PC Leader Heather Stefanson stays mum on details of parental rights pledge at leaders debate
When pressed, Stefanson wouldn't say whether policy would include rules for pronouns, name changes
Manitoba Progressive Conservative Leader Heather Stefanson didn't budge when asked at a debate on Monday whether her party's promise to enhance parental rights in schools would include rules around students using different names or pronouns in the classroom.
"We believe that parents know what's in the best interest of their children, and that they have a right to be informed at school with what is happening so that they can make the decisions for their children," Stefanson said when asked at a live leaders debate on Winnipeg radio station CJOB whether her party would introduce similar rules to ones in provinces like Saskatchewan.
The PC campaign promise was first announced last month, when it was applauded by some but drew criticism from others who noted parallels with rules introduced recently in Saskatchewan and New Brunswick that prevent schools from using the chosen names and pronouns of children under the age of 16 without parental consent.
Stefanson was asked directly multiple times during Monday's debate whether the changes her party is proposing would mirror those in other provinces.
While she said she thinks parents have a right to be informed about things like pronoun changes at school, Stefanson wouldn't say whether schools would be required to receive parents' consent to use their kids' chosen names and pronouns, instead saying the details would be decided through consultations.
Along with NDP Leader Wab Kinew and Liberal Leader Dougald Lamont, Stefanson fielded questions at the debate on issues ranging from health care to crime to the economy.

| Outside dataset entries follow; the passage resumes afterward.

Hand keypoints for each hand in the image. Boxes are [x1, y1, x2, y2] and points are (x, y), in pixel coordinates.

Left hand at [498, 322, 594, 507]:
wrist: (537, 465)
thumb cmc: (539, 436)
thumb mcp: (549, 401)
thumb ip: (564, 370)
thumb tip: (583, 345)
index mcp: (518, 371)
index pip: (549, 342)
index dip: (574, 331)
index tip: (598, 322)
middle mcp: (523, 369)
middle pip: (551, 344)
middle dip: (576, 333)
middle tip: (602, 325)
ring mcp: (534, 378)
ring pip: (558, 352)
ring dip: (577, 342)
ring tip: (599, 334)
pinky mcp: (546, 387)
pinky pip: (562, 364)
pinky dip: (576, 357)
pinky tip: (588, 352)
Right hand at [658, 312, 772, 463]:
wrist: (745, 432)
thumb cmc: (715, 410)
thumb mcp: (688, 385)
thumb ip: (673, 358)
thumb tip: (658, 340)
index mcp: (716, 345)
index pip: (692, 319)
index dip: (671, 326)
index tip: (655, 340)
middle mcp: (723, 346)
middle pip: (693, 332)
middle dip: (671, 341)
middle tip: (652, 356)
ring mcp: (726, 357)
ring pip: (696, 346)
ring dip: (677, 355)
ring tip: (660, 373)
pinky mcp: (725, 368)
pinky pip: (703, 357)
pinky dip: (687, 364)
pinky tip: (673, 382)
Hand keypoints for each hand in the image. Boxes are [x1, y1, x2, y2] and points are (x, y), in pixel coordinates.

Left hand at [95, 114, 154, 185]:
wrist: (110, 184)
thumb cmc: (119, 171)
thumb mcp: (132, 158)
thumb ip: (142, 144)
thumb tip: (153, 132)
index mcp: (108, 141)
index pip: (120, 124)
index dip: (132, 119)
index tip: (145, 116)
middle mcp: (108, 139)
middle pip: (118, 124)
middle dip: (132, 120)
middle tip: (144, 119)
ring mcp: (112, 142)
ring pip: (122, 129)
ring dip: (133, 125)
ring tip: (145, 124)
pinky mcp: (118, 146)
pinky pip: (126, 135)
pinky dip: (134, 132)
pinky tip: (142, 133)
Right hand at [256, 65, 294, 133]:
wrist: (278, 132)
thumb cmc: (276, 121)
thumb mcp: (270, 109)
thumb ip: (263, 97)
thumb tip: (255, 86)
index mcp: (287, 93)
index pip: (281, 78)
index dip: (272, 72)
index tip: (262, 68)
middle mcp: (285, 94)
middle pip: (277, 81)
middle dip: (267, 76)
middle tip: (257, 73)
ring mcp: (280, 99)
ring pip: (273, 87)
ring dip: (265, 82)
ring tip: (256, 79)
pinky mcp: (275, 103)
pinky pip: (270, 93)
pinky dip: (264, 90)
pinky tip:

At one point, the leaders were asked to answer whether they would describe addictions in Manitoba as a crisis. While both Kinew and Lamont said yes, Stefanson described it instead as a "significant challenge" — saying she doesn't want to "alarm Manitobans by sensationalizing things."
At an announcement later Monday, Stefanson again declined to provide specifics about her party's parental rights promise and said it comes in response to hearing from parents who want more of a say in what happens in their kids' classrooms.
"They feel a little bit like they're left in the dark. And they want to be part of what is going on with their kids in schools, and we believe they have a right to that," she said.
She previously said while parents' rights are enshrined in Manitoba's Public Schools Act, that legislation hasn't been updated since 1996 and doesn't include things like texting and cyberbullying.
The party has outlined four rights for parents it wants to add if re-elected: the right to be informed about curriculum, to be involved in addressing bullying and other behavioural changes, to have advance notice about presentations by anyone outside the school system, and to have to consent before any image of a child is made, shared or stored.
Need for parental voice, safe space for kids: voters
Voters who shared their thoughts in a recent election focus group were torn on the issue.
Jeff Burtch from Oakbank, Man., said he agrees with the PC pledge.
"I think there has to be that parental voice in the upbringing of your own children. They are growing, they are learning. You have to guide them," said Burtch, who was one of nine voters from outside Winnipeg who shared their thoughts in the focus group — a collaboration between CBC Manitoba and Probe Research.
The polling company identified potential participants from its panel and then randomly selected nine people to ensure a mix of people reasonably representative of Manitoba's demographics.
Laura Bowler from Treherne, Man., said she was extremely opposed to the policy, saying research shows having a supportive environment for LGBT students at school is beneficial — and having an unsupportive parent weighing in can be "extremely harmful for potentially the only safe space that that child has."
Substitute teacher Diana Neuman, who lives on a farm near McCreary, Man., said she's sympathetic to parts of both arguments.
"It's about treating the kid in a way that's gentle and supportive for the kid, but I really am against leaving parents out of the loop," she said.
"It's possible to care about parental rights and care about the kids. It's not one or the other. And I don't understand why that conversation always comes down to this or this…. It shouldn't be a political thing."
Opponents accuse PCs of creating divisions, fear
NDP Leader Kinew and Liberal Leader Lamont stood in opposition to Stefanson's stance on the issue at the debate.
At a news conference later Monday, Kinew said the issue distracts from what Manitobans are really worried about.
"Every moment that the PCs succeed in getting us to talk about these wedge issues that they're pulling up is one more moment that we're not talking about your No. 1 priority, which is fixing the health-care system," he said.
Meanwhile, Lamont accused the Tories of "importing Republican arguments from the deep south of the U.S." to try to scare people with a problem that doesn't exist in the final weeks before the Oct. 3 election.
"This is suggesting that the school system that the PCs run themselves and have been running for seven years has a problem in it. Well, why didn't they fix it seven years ago?" he said in a phone interview.